Akhirnya jika Anda menginginkan sesuatu yang halal di mata masyarakat meskipun itu buruk, tinggal ditambahi dengan label syariah saja, maka masyarakat akan menutup mata atas keburukan itu. Termasuk adanya bank syariah yang secara praktik tidak jauh berbeda dengan bank konvensional, paling tidak ini menurut pemahaman orang-orang.
Tidak salah sih, bank syariah memang berbeda dalam hal akadnya dibandingkan dengan bank konvensional. Akad inilah yang menjadikan transaksi jual beli menjadi halal atau haram, termasuk cicilan KPR. Ada banyak teman juga mengeluhkan praktik yang ternyata sama saja dengan bank konvensional ini. Mereka menjadi antipati dengan bank syariah yang sejak awal menawarkan transaksi yang lebih aman dan nyaman sesuai tuntunan agama. Namun saya pahami setelah dulu pernah belajar tentang ushul fiqh bahwa yang menjadikan jual beli itu dilarang atau dibolehkan terletak pada akadnya. Jadi meskipun praktik dan hasilnya memang sama saja dengan bank konvensional atau bahkan lebih mahal, namun dari segi akad lebih aman. Jadi bagi teman-teman yang belum paham mengenai bank syariah yang sudah menjamur, lebih baik cari tahu dulu dimana letak perbedaannya dengan bank konvensional. Jangan malu meminta informasi sebanyak-banyaknya pada bank yang akan dituju, lalu lihat akadnya.
Apa saja sih Faktor-faktor munculnya labelisasi Syariah itu?
Berikut jawaban-jawaban yang sempat saya rangkum saat berada dalam forum dialog dengan metode Reflectif Structure Dialogue bersama dengan teman-teman di Asian Moslem Action Network (AMAN) yang berasal dari berbagai aktivis dan cendekiawan :
- Banyak orang Indonesia gampang ditakuti dengan hal-hal yang berbau agama. Contohnya, riba haram, dosanya melebihi menggauli ibu kita sendiri. Naudzubillah. Lalu ketakutan ini ditangkap oleh pelaku bisnis sebagai kesempatan untuk membuka lahan baru. Terlepas dari apa motif di baliknya, namun hal ini secara naluri sudah pasti akan muncul ketika kebutuhan seseorang akan sebuah produk atau jasa meningkat.

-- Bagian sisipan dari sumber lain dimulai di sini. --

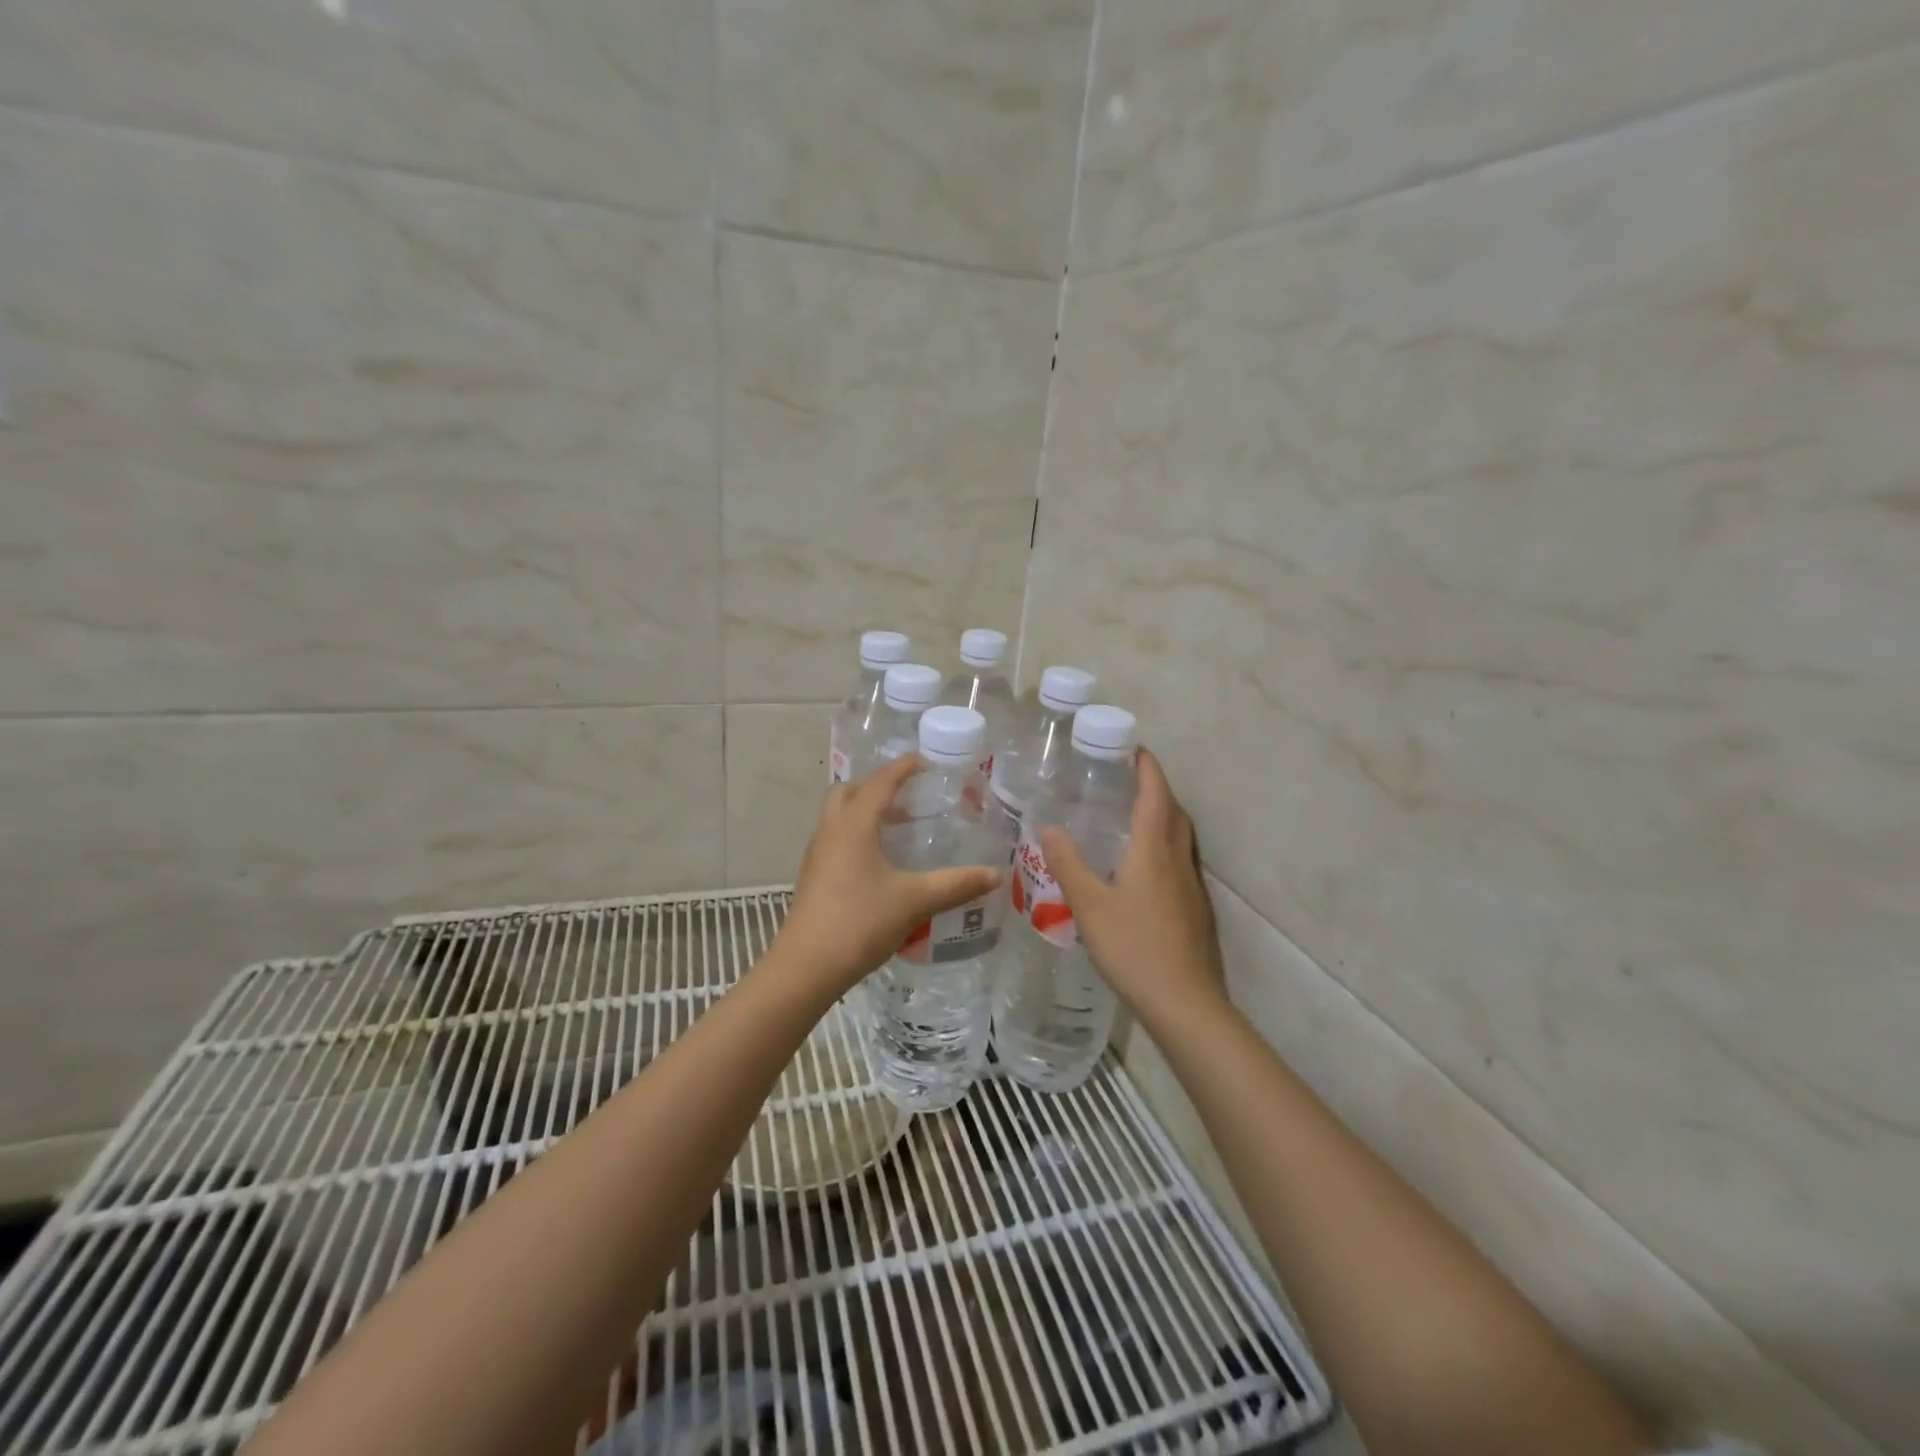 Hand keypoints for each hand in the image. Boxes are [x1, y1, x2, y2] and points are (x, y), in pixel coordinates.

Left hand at [776, 754, 1002, 994]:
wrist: (806, 967)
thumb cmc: (860, 923)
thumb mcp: (915, 901)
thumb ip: (956, 884)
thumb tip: (995, 875)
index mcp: (854, 825)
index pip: (880, 782)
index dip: (902, 768)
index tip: (925, 761)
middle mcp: (831, 831)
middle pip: (849, 791)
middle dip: (877, 784)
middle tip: (908, 792)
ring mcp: (817, 854)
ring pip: (839, 815)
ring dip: (865, 809)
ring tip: (899, 823)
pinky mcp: (813, 876)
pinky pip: (836, 838)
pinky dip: (857, 833)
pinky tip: (880, 859)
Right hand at [1040, 748, 1229, 1023]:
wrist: (1185, 1002)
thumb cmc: (1133, 946)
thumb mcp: (1088, 904)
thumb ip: (1067, 863)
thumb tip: (1049, 826)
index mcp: (1154, 849)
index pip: (1155, 793)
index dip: (1147, 767)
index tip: (1134, 749)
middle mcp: (1179, 859)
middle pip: (1174, 811)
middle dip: (1156, 789)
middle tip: (1128, 781)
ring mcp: (1192, 886)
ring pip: (1182, 838)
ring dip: (1164, 818)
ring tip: (1134, 819)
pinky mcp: (1197, 910)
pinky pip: (1182, 862)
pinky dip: (1166, 848)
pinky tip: (1143, 871) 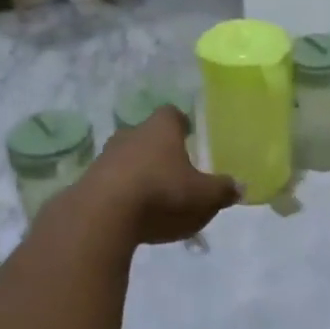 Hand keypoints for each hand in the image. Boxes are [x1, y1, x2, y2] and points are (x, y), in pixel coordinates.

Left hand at [71, 107, 239, 245]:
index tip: (188, 135)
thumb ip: (222, 190)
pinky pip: (111, 181)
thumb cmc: (161, 193)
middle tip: (173, 170)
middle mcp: (131, 134)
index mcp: (161, 129)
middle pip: (147, 135)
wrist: (102, 214)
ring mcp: (106, 156)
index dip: (181, 123)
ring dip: (138, 171)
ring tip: (152, 196)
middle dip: (159, 150)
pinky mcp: (89, 181)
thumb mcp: (203, 196)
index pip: (172, 114)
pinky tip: (131, 213)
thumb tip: (240, 186)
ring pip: (127, 157)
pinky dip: (122, 192) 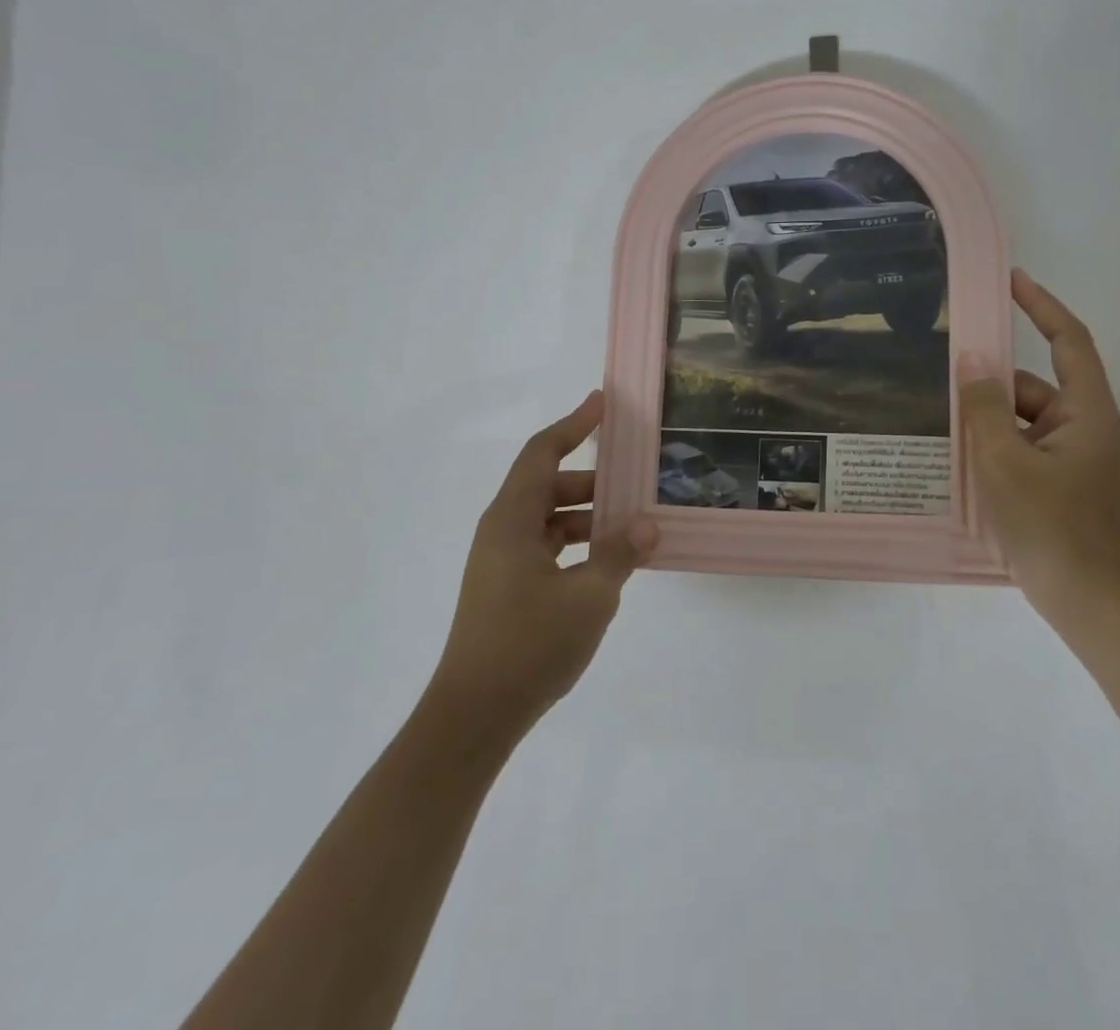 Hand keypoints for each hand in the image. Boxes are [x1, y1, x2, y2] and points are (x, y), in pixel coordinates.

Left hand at [431, 391, 656, 735]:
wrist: (473, 717)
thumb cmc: (529, 645)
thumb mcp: (590, 596)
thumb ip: (620, 553)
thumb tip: (646, 524)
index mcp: (511, 520)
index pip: (543, 453)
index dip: (573, 424)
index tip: (603, 402)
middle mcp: (501, 532)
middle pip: (549, 484)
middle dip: (593, 479)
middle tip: (636, 479)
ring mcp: (501, 562)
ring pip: (549, 518)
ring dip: (588, 515)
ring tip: (632, 524)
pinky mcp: (506, 589)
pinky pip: (547, 547)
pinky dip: (577, 543)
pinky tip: (609, 562)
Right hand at [958, 270, 1119, 606]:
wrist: (1085, 598)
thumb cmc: (1050, 524)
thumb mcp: (1006, 461)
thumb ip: (985, 408)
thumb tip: (973, 363)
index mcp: (1085, 411)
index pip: (1068, 340)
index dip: (1042, 305)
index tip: (1011, 280)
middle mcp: (1081, 425)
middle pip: (1033, 384)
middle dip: (991, 379)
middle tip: (942, 368)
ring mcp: (1068, 456)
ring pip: (1020, 418)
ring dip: (986, 417)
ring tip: (937, 414)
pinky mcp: (1054, 480)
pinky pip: (1018, 445)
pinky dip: (991, 444)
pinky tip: (954, 453) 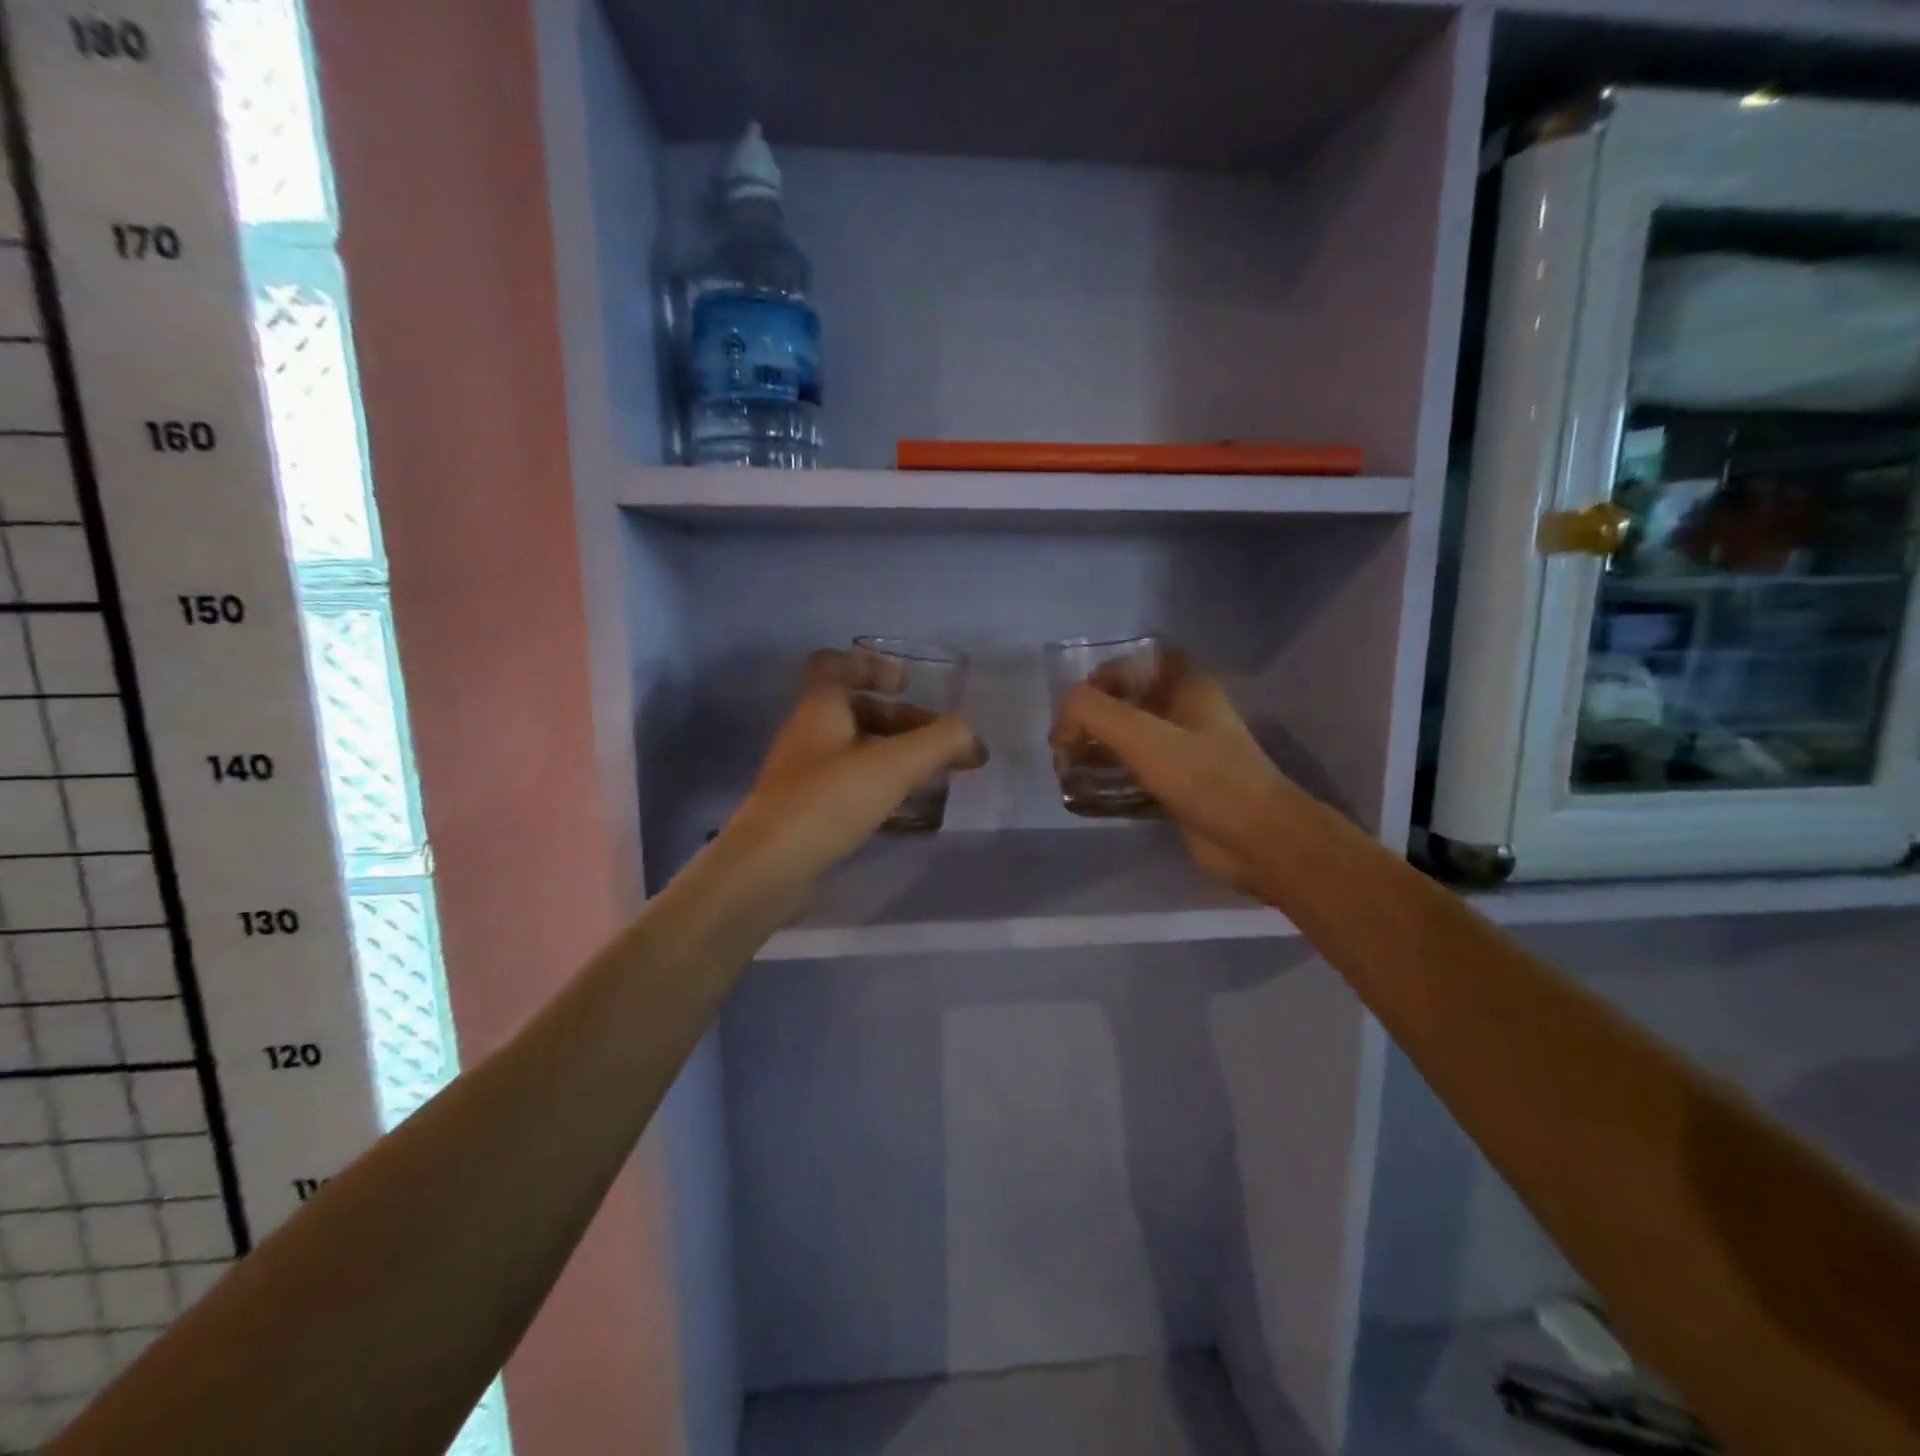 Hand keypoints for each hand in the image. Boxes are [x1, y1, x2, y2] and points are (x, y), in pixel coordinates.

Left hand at [724, 650, 985, 887]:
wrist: (769, 868)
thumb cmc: (830, 801)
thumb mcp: (895, 765)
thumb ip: (941, 742)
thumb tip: (971, 737)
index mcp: (820, 707)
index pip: (838, 665)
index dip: (874, 667)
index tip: (909, 686)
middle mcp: (808, 733)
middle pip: (857, 711)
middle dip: (903, 721)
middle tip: (943, 744)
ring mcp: (803, 774)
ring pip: (855, 750)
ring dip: (894, 755)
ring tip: (933, 776)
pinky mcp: (805, 810)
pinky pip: (848, 784)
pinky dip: (879, 786)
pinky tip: (905, 809)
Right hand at [1049, 650, 1293, 893]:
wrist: (1257, 839)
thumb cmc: (1204, 776)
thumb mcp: (1141, 735)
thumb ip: (1092, 713)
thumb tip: (1061, 725)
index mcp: (1188, 688)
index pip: (1143, 660)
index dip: (1109, 672)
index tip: (1079, 700)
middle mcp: (1187, 714)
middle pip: (1132, 701)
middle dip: (1094, 716)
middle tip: (1064, 741)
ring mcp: (1185, 754)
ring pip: (1132, 739)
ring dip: (1098, 748)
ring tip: (1067, 768)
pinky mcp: (1180, 789)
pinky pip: (1137, 773)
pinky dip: (1111, 778)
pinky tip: (1087, 792) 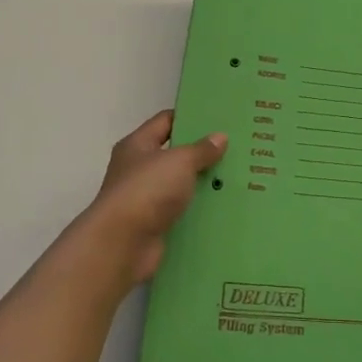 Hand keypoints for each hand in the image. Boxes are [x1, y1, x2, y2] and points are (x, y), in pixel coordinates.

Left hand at [84, 110, 226, 286]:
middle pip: (175, 154)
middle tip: (237, 148)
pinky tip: (226, 206)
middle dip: (203, 153)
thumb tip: (220, 137)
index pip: (165, 121)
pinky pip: (183, 212)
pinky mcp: (156, 225)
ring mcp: (146, 199)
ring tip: (238, 177)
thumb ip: (201, 149)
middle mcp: (139, 169)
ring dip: (204, 184)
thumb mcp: (179, 161)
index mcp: (137, 145)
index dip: (190, 117)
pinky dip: (200, 210)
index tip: (220, 118)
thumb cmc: (147, 190)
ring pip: (182, 185)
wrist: (122, 244) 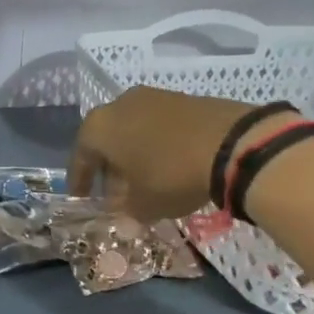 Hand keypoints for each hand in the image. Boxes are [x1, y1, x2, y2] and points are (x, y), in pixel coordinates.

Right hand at [70, 86, 269, 218]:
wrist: (233, 144)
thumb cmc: (170, 175)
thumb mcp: (143, 204)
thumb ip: (126, 211)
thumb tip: (123, 215)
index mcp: (99, 128)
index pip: (80, 157)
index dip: (80, 182)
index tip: (81, 199)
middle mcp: (119, 105)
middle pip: (107, 141)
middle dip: (110, 170)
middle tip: (116, 196)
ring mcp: (153, 97)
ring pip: (133, 131)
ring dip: (135, 156)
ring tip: (145, 182)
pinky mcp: (183, 98)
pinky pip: (158, 126)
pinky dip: (157, 146)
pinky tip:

- Kekuatan sosial media yang mengendalikan banyak hal dalam kehidupan kita. Apalagi generasi muda yang mencari segala hal yang ingin diketahuinya lewat internet. Lalu yang muncul pada mesin pencarian nomor satu itu adalah pengertian yang ekstrem, misalnya. Jika tidak memakai pakaian sesuai dengan apa yang ditulis oleh ustadz ini atau itu maka dia bukan termasuk dalam kelompok yang benar. Kelompok syubhat mereka bilang?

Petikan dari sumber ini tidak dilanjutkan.